Strengths and limitations

The current study is the largest population-based epidemiological investigation of GERD ever conducted in China, and spans five major population centres that capture both rural and urban regions. Further strengths of this study include the use of validated questionnaires and a validated survey methodology [11], and the high response rate, which minimized the potential for responder bias. Moreover, this is the first ever study to assess the impact of symptom-defined GERD, as diagnosed using the Montreal Definition, on measures of HRQoL.

One of the limitations of this study was the inability to distinguish (due to the format of the questionnaire) which of the three symptom groups (heartburn, regurgitation or epigastric) participants found troublesome. The only way to identify participants in whom troublesome symptoms were definitely caused by heartburn and/or regurgitation was to exclude participants with any epigastric symptoms. However, this blunt approach would have also excluded some individuals whose troublesome symptoms were in fact caused by heartburn and/or regurgitation, and the size of this group was therefore probably underestimated.
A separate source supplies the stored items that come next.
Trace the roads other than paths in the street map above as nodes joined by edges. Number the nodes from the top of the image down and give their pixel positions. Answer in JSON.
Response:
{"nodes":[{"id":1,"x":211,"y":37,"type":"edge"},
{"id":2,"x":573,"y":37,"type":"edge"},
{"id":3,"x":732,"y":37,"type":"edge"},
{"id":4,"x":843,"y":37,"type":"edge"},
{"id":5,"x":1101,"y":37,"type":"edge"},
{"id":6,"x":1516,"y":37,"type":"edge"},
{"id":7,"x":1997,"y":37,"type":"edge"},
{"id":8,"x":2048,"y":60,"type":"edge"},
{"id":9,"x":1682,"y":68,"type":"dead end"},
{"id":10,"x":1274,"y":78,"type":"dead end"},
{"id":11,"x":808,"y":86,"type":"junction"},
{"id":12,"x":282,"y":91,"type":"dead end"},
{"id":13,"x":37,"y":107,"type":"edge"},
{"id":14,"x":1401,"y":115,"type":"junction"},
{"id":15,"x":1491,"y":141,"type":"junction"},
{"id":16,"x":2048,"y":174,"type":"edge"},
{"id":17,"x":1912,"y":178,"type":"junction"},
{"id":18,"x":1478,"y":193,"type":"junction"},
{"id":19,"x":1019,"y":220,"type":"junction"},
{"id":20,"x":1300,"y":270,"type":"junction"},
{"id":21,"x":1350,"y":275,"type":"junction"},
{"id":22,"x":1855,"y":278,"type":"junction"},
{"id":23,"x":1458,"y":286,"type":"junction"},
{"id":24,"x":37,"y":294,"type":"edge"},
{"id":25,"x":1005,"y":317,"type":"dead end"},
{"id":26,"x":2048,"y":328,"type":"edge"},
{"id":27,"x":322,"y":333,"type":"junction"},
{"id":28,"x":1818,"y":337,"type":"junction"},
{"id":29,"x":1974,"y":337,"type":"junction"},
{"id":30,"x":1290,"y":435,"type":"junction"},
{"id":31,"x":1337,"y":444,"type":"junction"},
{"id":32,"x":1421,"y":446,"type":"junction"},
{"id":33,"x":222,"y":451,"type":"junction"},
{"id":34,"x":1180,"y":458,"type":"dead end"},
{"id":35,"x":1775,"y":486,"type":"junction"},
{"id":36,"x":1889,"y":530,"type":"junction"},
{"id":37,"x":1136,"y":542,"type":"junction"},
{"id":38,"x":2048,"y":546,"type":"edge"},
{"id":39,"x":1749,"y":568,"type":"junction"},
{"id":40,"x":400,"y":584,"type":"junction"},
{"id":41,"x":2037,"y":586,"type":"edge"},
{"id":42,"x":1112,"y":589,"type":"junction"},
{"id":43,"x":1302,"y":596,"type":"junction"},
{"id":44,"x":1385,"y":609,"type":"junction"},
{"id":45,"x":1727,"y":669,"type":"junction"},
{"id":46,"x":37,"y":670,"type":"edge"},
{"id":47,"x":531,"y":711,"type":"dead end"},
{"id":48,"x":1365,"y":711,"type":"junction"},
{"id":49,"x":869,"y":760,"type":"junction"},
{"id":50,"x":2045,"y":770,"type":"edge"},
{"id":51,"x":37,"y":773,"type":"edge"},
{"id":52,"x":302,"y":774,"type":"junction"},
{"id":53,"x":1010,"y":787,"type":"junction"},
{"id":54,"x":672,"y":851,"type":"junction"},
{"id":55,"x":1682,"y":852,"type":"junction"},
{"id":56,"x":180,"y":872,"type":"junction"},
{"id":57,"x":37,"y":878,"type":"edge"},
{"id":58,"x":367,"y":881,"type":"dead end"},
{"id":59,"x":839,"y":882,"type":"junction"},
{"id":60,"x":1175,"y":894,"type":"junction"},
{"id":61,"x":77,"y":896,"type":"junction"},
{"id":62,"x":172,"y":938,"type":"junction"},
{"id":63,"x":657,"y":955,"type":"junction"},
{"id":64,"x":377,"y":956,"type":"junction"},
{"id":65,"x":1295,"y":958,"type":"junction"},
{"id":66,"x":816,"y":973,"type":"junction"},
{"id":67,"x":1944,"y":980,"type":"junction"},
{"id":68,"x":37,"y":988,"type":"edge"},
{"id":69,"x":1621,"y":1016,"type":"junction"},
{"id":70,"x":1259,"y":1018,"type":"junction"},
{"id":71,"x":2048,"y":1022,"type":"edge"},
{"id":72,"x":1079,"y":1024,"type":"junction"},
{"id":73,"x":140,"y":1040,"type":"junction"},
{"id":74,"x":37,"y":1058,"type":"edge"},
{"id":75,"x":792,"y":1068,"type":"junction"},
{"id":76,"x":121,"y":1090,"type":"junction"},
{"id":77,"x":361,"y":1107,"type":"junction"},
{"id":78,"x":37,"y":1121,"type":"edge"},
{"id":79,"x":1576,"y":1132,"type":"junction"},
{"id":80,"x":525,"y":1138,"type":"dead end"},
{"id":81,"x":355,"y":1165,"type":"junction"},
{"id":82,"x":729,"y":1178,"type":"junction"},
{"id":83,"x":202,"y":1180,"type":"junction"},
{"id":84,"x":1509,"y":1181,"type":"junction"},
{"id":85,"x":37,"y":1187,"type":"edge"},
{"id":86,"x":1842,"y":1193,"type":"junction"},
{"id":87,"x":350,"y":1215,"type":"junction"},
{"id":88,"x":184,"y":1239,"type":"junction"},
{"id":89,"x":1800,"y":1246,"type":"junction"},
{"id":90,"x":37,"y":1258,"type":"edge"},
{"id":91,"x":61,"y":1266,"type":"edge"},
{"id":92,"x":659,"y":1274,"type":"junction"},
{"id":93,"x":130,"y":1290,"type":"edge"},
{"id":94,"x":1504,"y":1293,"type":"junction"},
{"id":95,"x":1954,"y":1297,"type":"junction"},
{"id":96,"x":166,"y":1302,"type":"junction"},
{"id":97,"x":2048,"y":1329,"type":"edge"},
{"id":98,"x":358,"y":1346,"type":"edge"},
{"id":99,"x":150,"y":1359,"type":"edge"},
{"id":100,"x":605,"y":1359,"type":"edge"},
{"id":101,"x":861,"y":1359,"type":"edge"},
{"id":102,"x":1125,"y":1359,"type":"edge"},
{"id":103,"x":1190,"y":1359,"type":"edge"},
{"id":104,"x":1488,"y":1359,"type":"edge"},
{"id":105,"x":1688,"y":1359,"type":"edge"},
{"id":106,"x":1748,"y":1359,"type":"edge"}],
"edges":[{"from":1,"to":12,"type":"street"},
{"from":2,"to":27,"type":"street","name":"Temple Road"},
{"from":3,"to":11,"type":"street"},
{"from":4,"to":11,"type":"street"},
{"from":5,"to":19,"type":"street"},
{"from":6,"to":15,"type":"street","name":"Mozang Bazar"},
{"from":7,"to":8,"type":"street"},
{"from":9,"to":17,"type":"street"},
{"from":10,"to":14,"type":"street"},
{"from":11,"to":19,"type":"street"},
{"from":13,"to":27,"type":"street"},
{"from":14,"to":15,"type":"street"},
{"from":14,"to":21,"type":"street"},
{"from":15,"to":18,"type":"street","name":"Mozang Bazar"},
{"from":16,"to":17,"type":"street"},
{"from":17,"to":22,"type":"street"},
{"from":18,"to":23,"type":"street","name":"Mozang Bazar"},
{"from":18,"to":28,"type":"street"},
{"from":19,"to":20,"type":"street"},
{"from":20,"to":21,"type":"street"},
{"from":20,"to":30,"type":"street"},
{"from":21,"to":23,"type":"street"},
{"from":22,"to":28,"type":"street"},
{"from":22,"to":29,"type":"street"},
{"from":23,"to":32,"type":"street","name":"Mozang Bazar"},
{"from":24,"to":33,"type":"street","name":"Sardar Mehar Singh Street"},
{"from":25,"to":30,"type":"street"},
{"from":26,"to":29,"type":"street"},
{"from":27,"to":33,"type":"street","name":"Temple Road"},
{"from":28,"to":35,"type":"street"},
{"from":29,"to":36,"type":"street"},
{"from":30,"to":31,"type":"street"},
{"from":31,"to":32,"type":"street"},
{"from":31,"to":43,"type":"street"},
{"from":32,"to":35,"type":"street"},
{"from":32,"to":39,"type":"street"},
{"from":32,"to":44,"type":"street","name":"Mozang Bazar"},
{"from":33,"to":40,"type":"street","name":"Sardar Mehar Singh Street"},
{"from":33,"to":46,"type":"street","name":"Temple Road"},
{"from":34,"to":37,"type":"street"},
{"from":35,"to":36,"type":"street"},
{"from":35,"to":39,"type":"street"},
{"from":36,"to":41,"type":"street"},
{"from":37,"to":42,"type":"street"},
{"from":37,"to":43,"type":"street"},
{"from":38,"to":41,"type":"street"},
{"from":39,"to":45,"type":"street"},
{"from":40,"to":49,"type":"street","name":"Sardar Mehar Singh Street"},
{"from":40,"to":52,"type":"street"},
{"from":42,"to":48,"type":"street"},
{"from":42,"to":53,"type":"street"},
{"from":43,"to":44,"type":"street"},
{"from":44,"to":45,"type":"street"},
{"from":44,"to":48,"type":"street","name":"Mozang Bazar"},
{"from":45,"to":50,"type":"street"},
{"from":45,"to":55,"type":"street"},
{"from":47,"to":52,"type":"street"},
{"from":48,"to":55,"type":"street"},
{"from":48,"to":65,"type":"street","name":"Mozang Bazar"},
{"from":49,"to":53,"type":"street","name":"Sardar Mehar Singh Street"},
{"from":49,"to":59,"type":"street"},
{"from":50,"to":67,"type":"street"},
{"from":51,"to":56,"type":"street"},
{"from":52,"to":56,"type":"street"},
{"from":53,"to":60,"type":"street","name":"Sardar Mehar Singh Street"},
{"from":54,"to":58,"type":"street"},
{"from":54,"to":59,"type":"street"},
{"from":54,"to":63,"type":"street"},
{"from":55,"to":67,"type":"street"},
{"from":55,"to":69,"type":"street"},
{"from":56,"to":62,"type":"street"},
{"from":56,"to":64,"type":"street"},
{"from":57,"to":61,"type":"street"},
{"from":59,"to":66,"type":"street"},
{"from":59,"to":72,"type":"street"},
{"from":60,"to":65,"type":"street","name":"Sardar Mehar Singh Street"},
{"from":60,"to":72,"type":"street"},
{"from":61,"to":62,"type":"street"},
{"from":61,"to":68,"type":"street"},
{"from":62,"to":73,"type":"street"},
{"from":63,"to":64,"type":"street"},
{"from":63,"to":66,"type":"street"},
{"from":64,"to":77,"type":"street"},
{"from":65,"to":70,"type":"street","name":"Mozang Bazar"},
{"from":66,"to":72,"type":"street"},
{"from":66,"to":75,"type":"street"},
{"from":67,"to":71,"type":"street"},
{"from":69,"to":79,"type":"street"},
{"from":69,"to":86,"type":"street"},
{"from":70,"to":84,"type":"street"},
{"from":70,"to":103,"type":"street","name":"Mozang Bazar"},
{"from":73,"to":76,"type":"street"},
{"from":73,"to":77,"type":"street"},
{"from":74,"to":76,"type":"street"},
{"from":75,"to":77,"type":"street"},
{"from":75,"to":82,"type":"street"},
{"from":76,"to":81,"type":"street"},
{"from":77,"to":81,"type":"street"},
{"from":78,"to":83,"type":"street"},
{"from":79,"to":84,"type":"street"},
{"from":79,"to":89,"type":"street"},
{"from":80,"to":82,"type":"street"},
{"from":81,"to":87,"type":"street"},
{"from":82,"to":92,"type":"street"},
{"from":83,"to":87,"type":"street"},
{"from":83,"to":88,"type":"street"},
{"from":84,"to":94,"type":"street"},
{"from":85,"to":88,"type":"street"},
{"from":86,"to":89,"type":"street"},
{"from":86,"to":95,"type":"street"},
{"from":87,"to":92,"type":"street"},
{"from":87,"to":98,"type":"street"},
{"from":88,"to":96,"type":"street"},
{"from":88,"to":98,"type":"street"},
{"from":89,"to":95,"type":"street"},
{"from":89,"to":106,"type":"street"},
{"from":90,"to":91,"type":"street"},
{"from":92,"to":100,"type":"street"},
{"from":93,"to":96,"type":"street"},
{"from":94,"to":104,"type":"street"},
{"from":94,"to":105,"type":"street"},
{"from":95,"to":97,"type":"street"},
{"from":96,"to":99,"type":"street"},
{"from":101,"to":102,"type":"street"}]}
Another potential limitation of this study is that impaired HRQoL in patients with symptom-defined GERD, as measured using the SF-36 and ESS questionnaire, may be related to factors associated with symptom-defined GERD (e.g. other upper gastrointestinal diseases, anxiety, depression), rather than to the presence of troublesome reflux symptoms. Arguing against this possibility is the observation that the proportion of individuals who reported their symptoms as troublesome increased as reflux symptom frequency and severity approached the threshold for symptom-defined GERD, and that this was associated with concomitant decreases in all HRQoL measures. In addition, participants who described their reflux symptoms as troublesome had patterns of impaired HRQoL that were similar to those observed in patients who met the criteria for symptom-defined GERD. These data suggest that impaired HRQoL in individuals with symptom-defined GERD, and in patients with reflux symptoms below the threshold for symptom-defined GERD, was related to the presence of troublesome reflux symptoms. However, as with any cross-sectional study, the direction of this relationship could not be assessed.

Future work

Further research is needed to assess how reflux symptom type, frequency and severity influences treatment outcomes and consultation behaviour in Chinese individuals. In addition, correlating therapy-induced improvements in reflux symptoms with improved HRQoL would help to clarify the directionality of the relationship between reflux symptoms and impaired HRQoL in this population. Finally, population-based studies using the Montreal Definition of GERD also need to be conducted in Western countries to allow a direct comparison of the impact of symptom-defined GERD on daily life between these culturally distinct populations.

Conclusion

GERD diagnosed based on symptom/frequency criteria (recommended by the Montreal Definition for use in population-based studies), or based on the presence of troublesome reflux symptoms (recommended by the Montreal Definition for use in the clinic), is associated with significantly impaired HRQoL in Chinese individuals. Groups identified using these definitions do not overlap completely, suggesting that they capture slightly different, though clinically relevant, GERD populations.